A pivotal moment in social media security occurred on June 23, 2025, when Joshua Okayo, President of the Kenya School of Law, filed a petition to amend the Computer Misuse and Cybercrimes Act following the recent youth-led social media uprisings. It aimed to repeal Sections 22 and 23, which criminalise the misinformation and publication of false or misleading information. The petition was later codified by President Ruto on October 15, 2025, and has since faced nation-wide scrutiny. While the government argues this law aims to combat cyber crimes, defamation, and other wrongful practices, civil rights groups believe it could impede freedom of speech and expression. The surveillance and misuse of social media by government authorities inhibit Kenyans from practicing freedom of speech, a right protected by the Kenyan Constitution and international laws. 

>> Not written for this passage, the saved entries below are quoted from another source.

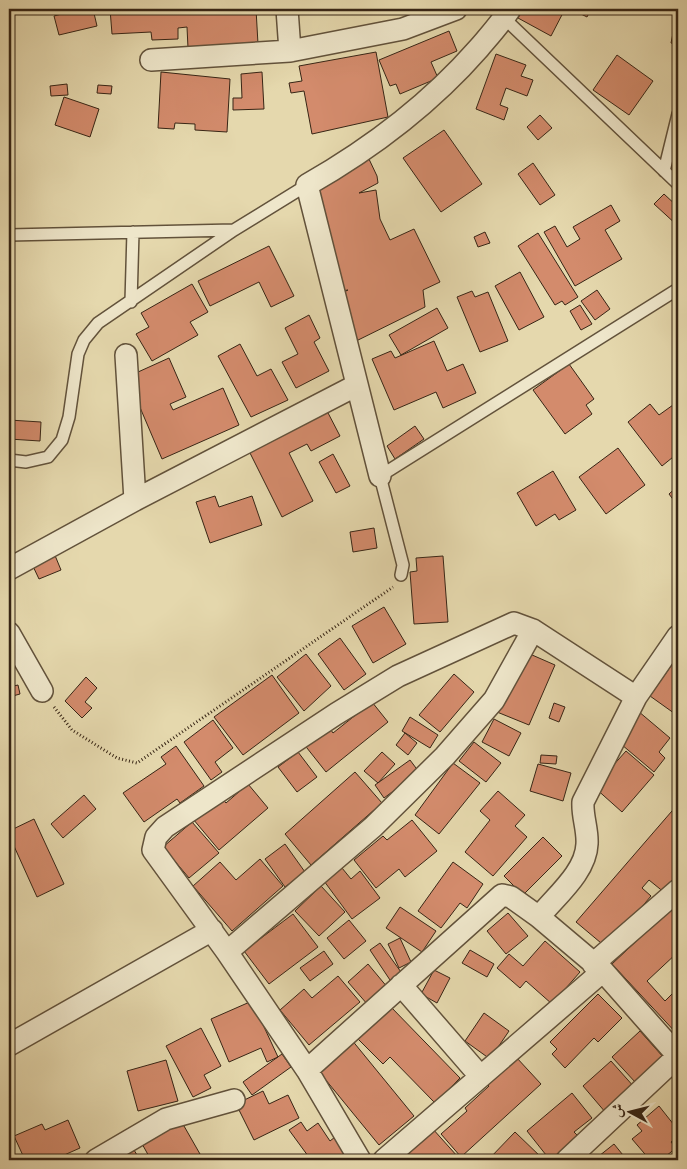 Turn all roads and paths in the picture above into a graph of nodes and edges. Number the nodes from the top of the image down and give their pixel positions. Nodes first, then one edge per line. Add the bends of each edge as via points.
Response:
1 (287, 9) edge
2 (456, 9) edge
3 (507, 13) edge
4 (290, 51) junction
5 (150, 60) dead end
6 (678, 114) edge
7 (664, 171) junction
8 (678, 184) edge
9 (307, 185) junction
10 (234, 230) junction
11 (133, 232) junction
12 (9, 235) edge
13 (678, 290) edge
14 (131, 302) junction
15 (126, 355) dead end
16 (357, 385) junction
17 (9, 460) edge
18 (380, 476) junction
19 (135, 500) junction
20 (9, 569) edge
21 (401, 575) joint
22 (533, 630) junction
23 (9, 633) edge
24 (678, 636) edge
25 (42, 691) joint
26 (636, 697) junction
27 (678, 890) edge
28 (539, 917) junction
29 (212, 930) junction
30 (227, 952) junction
31 (598, 967) junction
32 (400, 985) junction
33 (9, 1045) edge
34 (678, 1056) edge
35 (307, 1070) junction
36 (480, 1076) junction
37 (234, 1100) dead end
38 (96, 1160) edge
39 (360, 1160) edge
40 (384, 1160) edge
41 (567, 1160) edge

1 - 4 street
2 - 4 street via 403,29
3 - 7 lane
3 - 9 street via 458,72 414,113 349,160
4 - 5 street
6 - 7 lane
7 - 8 lane
9 - 10 lane
9 - 16 street
10 - 11 lane
10 - 14 lane
11 - 12 lane
11 - 14 lane
13 - 18 lane
14 - 17 lane via 98,323 84,340 78,354 69,417 62,440 48,457 26,462
15 - 19 street
16 - 18 street
16 - 19 street
18 - 21 lane via 403,565
19 - 20 street
21 - 25 path via 390,589 137,764 117,758 72,730
22 - 26 street
22 - 29 street via 514,623 398,676 165,827 156,837 153,850
22 - 30 street via 494,700 445,756 373,826
23 - 25 street
24 - 26 street
26 - 28 street via 583,802 587,843 585,862
27 - 31 street
28 - 31 street
28 - 32 street via 511,897 502,895
29 - 30 street
29 - 33 street
30 - 35 street
31 - 34 street
31 - 36 street
32 - 35 street
32 - 36 street
34 - 41 street
35 - 39 street
36 - 40 street
37 - 38 street via 166,1119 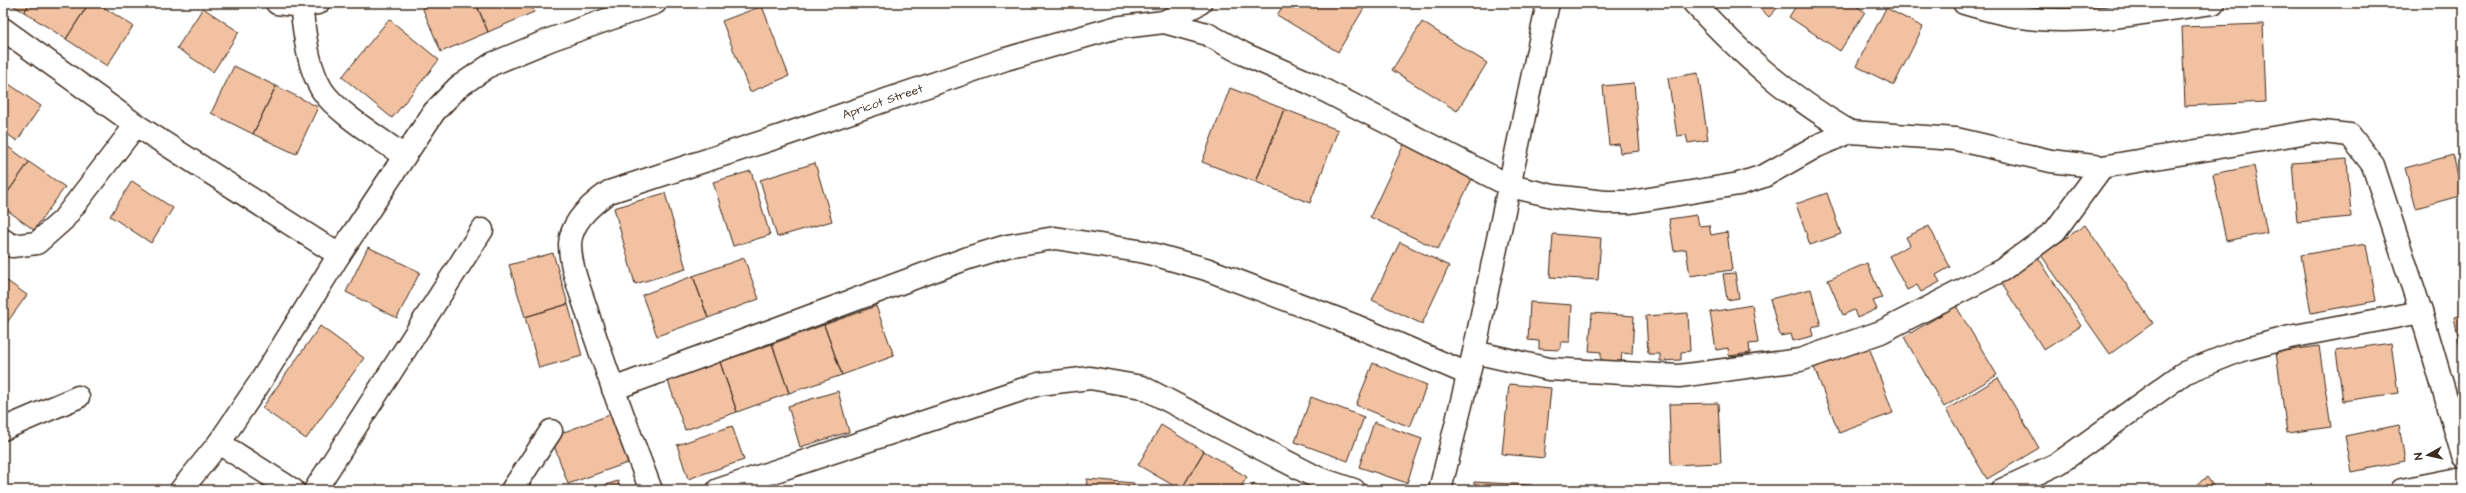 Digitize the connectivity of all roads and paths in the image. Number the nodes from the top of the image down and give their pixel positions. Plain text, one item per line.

The Limits of Digital-Censorship: Gen Z’s Counter-Defense

Ultimately, the transition of social media from an environment for democratic engagement to state-sponsored suppression represents a regression of democratic values in Kenya. While the government has succeeded in implementing state-wide surveillance and violence through the 2024 Amendment Act and the death of online influencers such as Albert Ojwang, the control is being contested by the Kenya Human Rights Commission (KHRC). They claimed that the 2024 Amendment undermines the Data Protection Act of 2019 and violates the National Constitution. The Kenyan government has only achieved surface-level suppression, as online users can resort to VPNs, representing an act of digital resistance and failure of total state control. By transforming social media as a digital archive of state intrusion, Gen Z has ensured that evidence of police brutality and targeted attacks would not be erased. Through this, they are able to expose the fragmented state-wide censorship and continue to demand accountability.

Author Bio: Jenny Melia is a nonpartisan committee page for the Minnesota House of Representatives. She holds a Bachelor of Science with High Distinction in Sociology of Law, Crime, and Justice from the University of Minnesota.